Chatham went on to win the game 11-1.

“It kind of set the tone a little bit there, when we would have gotten out of the jam,” manager Ryan Smyth said.

The Gatemen struggled to find a groove Saturday night, faced with a combination of unlucky fielding mishaps and first-game jitters. They were only able to bring one run across the plate on a total of six hits, and committed two fielding errors as a team.

Four different pitchers took the mound over the course of the seven-inning game, allowing a total of 12 hits, 11 runs, six walks and five strikeouts.

“I say this time and time again, this league puts a lot of pressure on kids,” Smyth said.

The top of the third inning saw four Chatham runners cross home plate but the sixth inning was the true turning point of the game as the Anglers plated six runs — two of which came from bases-loaded walks — and the Gatemen were unable to answer in the bottom of the inning.

“We’ve gotta get in positive counts on the mound,” Smyth said. “We got in a lot of three-two counts which, you know, when you’re sitting on a fastball and you know you’re getting it, it becomes a little easier to hit.”

It would have been easy for the Gatemen to become discouraged early in Saturday’s game — whether it was because of their bad luck in the top of the first, their own struggles to get on base or the difficulties on the mound — but they didn’t. The team remained calm and collected, doing their best to stay patient at the plate and stick to the basics of the game.

They were rewarded for their efforts in the bottom of the seventh inning when, after Eli Putnam (Davidson) and Colby Turner (Michigan) both worked walks, Michael Lippe (Louisville) singled to bring Putnam home for the Gatemen’s first run of the 2024 season. However, the league's new 10-run rule deemed the game over after the seventh inning.

“We fought at the end,” Smyth said. “Teams easily could have folded there, so that’s good to see. If you want to take the positives out of it, we did fight until the end, and they were into it.”

Lippe and Jace Rinehart (USC Upstate) both went 2-for-3 on the night, and four Gatemen reached base via walks. Tony Pluta (Arizona) pitched two scoreless innings in relief, recording one strikeout and walking one batter.

Despite the final score, to Smyth, the bottom line is this: the pieces are there.

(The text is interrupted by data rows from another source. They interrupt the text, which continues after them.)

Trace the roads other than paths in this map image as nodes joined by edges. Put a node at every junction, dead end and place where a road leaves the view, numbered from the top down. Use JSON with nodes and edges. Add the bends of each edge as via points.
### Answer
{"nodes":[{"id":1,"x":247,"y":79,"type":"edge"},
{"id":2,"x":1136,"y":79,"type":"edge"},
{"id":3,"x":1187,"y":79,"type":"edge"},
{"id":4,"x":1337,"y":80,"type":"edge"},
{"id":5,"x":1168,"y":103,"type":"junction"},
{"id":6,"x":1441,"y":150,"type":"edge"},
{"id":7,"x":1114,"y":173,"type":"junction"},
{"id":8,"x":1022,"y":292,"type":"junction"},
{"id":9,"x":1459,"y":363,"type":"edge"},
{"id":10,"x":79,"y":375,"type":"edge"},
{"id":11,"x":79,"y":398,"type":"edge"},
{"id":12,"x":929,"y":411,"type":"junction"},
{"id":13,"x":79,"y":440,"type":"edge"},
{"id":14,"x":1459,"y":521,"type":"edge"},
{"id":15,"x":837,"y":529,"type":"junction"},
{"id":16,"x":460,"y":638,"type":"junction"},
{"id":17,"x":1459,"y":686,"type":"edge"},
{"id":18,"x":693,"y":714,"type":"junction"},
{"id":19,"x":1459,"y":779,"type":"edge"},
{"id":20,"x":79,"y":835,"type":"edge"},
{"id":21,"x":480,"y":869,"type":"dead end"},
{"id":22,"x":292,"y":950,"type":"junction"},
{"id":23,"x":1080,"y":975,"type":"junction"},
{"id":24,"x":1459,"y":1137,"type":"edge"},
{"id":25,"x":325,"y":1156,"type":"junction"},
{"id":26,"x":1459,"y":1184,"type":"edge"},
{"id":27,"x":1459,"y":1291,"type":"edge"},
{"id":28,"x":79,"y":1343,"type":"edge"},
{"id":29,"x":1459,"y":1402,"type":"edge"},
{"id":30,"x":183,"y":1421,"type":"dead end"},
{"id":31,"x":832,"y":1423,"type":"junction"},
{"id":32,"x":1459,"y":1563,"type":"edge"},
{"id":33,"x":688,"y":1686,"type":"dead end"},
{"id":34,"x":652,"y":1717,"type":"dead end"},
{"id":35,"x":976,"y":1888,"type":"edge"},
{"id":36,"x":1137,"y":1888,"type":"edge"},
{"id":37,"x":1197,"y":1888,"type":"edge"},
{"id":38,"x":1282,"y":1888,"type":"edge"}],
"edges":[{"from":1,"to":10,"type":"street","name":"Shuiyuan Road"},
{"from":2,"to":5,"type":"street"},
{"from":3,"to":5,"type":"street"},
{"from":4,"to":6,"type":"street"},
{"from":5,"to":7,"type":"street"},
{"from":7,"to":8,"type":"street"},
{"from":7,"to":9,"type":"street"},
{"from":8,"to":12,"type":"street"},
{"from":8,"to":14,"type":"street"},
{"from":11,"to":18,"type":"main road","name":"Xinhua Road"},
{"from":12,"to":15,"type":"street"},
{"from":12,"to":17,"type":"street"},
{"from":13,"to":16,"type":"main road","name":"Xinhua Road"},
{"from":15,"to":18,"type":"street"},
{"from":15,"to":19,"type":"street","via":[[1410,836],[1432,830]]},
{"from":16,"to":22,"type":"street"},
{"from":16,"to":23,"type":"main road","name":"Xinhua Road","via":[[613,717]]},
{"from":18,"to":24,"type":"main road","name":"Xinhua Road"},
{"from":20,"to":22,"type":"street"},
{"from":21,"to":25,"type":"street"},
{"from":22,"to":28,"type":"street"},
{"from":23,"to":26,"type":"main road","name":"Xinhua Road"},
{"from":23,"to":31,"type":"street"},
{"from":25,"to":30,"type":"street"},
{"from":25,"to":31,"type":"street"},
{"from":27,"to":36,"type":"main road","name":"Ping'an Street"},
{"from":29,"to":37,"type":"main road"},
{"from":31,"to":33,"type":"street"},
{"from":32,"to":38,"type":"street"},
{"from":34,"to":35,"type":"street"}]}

“Once these guys get comfortable and kind of get into a groove, hitting is contagious,” he said. “Pitching is the same thing. We’ve just got to get on track first.”

And the fact that the Gatemen have to turn around and play another game tomorrow? Smyth wouldn’t want it any other way.

“I want to play as many games as we possibly can,” he said. “You’re going to win some, you’re going to lose some. And you hope not to lose them like that, but that’s baseball. It’s good to get right back at it, you know, it allows you to forget about something like this real quick.”